戦前、この役場で勤めていた人に10年前に話をいろいろお聞きした中で戦争終結直前に三日三晩、書類を焼却した話が強烈に頭に残っています。
戦後も地元民に「会議室」と呼ばれ親しまれています。
内湖文化史研究家・陳金讃 氏に紹介いただいた土地の生き字引・謝樹地さんによると、戦時中は台北市内からの疎開や食物を求める人が日参してきた。その交換レートは台北市内の家一軒とガチョウ一匹だったと言って笑われた。空襲でいつ焼けるかわからない市内の家は値打ちがなかったのだと。
戦後の住宅需要の最盛期には住宅建築用のレンガを作る工場が30か所余り稼働し、MRT港乾駅の内湖高工1帯では赤土を取る為3m程度掘り下げた地中から、流木やイカリの鎖などが発掘されたという。
その内湖にも昭和30年頃になる人口増による宅地化の波が押し寄せ1200haの田圃が失われ今は新興住宅街になってしまったと、昔の風景を懐かしむような顔をされていた。
日本時代の建物「内湖庄役場会議室」これに隣接し「米穀局統制倉庫」「派出所」の3棟が残されている。
1930年竣工の「内湖庄役場会議室」は古跡認定されている。戦後、一時期「中山堂」として使われたようだが現在は「区民活動センター」として利用されている。
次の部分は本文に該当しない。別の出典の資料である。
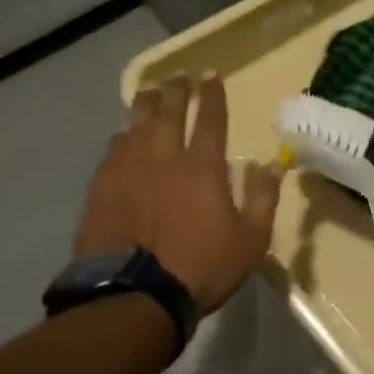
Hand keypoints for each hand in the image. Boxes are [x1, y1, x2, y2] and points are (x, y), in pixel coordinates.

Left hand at [75, 72, 283, 312]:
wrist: (133, 299)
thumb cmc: (201, 268)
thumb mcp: (251, 239)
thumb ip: (263, 198)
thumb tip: (272, 164)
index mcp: (203, 168)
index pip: (210, 119)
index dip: (212, 94)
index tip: (211, 74)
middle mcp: (165, 159)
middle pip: (169, 113)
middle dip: (176, 90)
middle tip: (178, 74)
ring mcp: (129, 173)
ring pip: (136, 126)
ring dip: (145, 104)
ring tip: (149, 89)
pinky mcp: (101, 191)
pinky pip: (112, 151)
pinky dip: (120, 136)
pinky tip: (121, 132)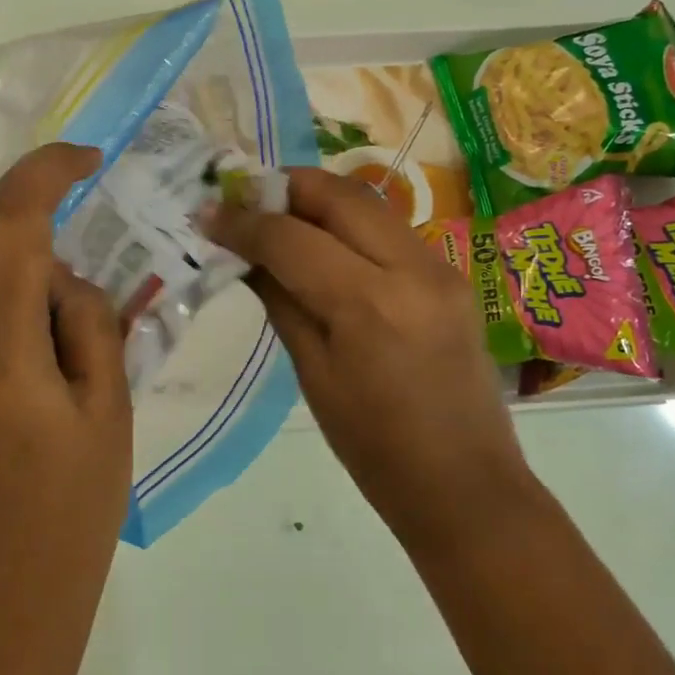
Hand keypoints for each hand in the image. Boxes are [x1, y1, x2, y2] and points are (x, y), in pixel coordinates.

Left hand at [0, 144, 132, 627]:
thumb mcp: (108, 413)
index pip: (11, 227)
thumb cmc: (73, 514)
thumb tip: (65, 279)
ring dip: (17, 297)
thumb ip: (90, 325)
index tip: (87, 160)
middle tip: (91, 306)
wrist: (0, 610)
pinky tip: (23, 388)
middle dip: (41, 257)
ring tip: (60, 358)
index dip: (46, 174)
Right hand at [208, 169, 527, 550]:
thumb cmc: (376, 449)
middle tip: (244, 201)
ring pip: (369, 203)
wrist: (466, 486)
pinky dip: (349, 223)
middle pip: (339, 194)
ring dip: (317, 200)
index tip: (208, 214)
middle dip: (285, 188)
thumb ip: (281, 301)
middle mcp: (412, 268)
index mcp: (369, 304)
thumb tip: (245, 256)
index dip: (243, 221)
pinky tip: (322, 244)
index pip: (292, 237)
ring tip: (276, 217)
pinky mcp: (452, 276)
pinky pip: (390, 230)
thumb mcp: (314, 374)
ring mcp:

前述の 謝樹地 さんによると、私達は今でも「会議室」と呼んでいるとの事だった。「内湖庄役場会議室」の並びには[郵局倉庫]や戦後建築されたであろう 区役所戸籍事務所 の建物などがあり、この一帯が内湖の役所街だったことがうかがえる。
区役所戸籍事務所が利用していた建物と派出所は解体される運命だ。
謝樹地 さんは、大正11年生まれの88歳の矍鑠たる人物で、美しい日本語を話され、今でも日本のTV番組を通じて日本と繋がっている。内湖庄役場に昭和16年から46年2か月26日間勤めた。この間、役場を離れたのは軍事訓練の6か月間だけだと話された。まさに内湖地区の生き字引のような人だ。
戦前、戦中、戦後のお話の中で終戦時、日本政府の指示により、3日3晩かけて、役場内にある全書類を焼却したという話、そしてNHKの「のど自慢」「相撲」番組は、必ず見るとの言葉には、何か考えさせられるものがあった。
終戦時には54人いた役場職員が国民党政府によって18人に減らされてしまった。私は18人の中の一人だった、とも言われていた。